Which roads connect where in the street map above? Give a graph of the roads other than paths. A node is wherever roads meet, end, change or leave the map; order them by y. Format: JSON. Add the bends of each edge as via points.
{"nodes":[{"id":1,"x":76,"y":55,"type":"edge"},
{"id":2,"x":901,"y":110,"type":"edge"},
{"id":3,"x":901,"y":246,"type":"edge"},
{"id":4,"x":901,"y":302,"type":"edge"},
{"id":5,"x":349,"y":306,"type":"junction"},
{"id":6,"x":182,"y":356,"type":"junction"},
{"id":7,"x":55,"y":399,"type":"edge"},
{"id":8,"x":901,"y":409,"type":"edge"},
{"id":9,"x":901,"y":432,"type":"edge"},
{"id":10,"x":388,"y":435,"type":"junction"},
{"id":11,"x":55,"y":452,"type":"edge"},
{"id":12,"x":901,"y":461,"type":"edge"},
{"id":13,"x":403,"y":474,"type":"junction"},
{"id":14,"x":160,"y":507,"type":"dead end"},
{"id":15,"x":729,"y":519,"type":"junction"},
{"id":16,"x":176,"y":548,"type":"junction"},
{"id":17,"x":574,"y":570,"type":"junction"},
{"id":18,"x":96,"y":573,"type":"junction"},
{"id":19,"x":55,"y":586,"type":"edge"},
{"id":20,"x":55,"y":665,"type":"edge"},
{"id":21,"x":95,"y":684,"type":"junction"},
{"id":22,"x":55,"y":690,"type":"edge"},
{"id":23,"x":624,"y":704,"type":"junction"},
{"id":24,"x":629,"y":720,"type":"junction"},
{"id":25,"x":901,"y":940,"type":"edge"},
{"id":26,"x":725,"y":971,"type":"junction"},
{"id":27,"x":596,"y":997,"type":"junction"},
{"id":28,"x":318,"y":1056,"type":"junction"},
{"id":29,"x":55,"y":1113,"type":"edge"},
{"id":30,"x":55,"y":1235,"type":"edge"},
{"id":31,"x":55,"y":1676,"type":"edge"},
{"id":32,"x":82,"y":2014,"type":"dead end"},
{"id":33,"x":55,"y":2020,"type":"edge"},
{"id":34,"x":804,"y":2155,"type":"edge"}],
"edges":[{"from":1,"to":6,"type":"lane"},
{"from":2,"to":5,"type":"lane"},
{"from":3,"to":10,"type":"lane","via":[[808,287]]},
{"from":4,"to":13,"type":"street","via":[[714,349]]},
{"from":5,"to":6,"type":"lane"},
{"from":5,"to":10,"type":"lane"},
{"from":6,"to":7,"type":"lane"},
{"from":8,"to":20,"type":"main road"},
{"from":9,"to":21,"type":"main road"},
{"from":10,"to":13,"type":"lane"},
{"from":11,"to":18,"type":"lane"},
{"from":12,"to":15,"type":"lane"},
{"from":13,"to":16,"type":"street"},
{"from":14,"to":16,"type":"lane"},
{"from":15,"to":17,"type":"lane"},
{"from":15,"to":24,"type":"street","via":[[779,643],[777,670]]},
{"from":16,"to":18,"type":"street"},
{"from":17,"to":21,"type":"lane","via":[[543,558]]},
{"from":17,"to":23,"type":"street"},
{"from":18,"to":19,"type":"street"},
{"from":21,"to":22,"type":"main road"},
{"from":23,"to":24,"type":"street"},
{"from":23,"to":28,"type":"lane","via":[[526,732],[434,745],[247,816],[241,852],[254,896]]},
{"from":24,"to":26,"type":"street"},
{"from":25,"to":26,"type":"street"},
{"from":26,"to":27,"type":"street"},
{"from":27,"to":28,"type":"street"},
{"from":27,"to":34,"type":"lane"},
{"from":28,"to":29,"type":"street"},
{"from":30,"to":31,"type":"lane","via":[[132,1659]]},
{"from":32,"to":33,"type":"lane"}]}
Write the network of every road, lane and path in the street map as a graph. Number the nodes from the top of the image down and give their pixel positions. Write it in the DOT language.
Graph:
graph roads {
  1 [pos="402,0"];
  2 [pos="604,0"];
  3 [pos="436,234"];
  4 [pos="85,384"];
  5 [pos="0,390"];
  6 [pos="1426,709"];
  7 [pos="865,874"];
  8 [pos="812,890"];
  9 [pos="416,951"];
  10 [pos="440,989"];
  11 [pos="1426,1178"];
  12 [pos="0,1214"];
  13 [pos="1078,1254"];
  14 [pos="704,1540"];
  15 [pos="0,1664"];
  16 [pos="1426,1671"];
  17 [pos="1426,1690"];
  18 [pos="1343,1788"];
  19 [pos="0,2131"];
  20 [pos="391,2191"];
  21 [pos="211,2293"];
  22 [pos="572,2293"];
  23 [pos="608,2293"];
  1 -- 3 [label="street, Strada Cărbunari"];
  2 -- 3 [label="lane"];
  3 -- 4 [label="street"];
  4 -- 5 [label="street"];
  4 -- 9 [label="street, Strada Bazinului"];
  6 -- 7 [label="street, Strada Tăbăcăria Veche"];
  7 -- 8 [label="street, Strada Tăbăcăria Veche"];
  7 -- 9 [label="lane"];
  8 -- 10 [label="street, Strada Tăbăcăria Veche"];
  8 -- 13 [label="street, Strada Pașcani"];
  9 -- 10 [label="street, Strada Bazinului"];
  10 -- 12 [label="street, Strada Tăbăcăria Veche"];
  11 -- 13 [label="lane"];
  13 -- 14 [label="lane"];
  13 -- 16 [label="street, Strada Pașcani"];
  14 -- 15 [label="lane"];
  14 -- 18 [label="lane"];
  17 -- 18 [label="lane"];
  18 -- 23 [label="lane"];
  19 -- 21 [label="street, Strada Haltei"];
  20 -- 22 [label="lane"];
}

### Task statement
Copy each line of the records that has "roads" in it.

### The answer
Which roads connect where in the street map above? Give a graph of the roads other than paths. A node is wherever roads meet, end, change or leave the map; order them by y. Format: JSON. Add the bends of each edge as via points.
graph roads {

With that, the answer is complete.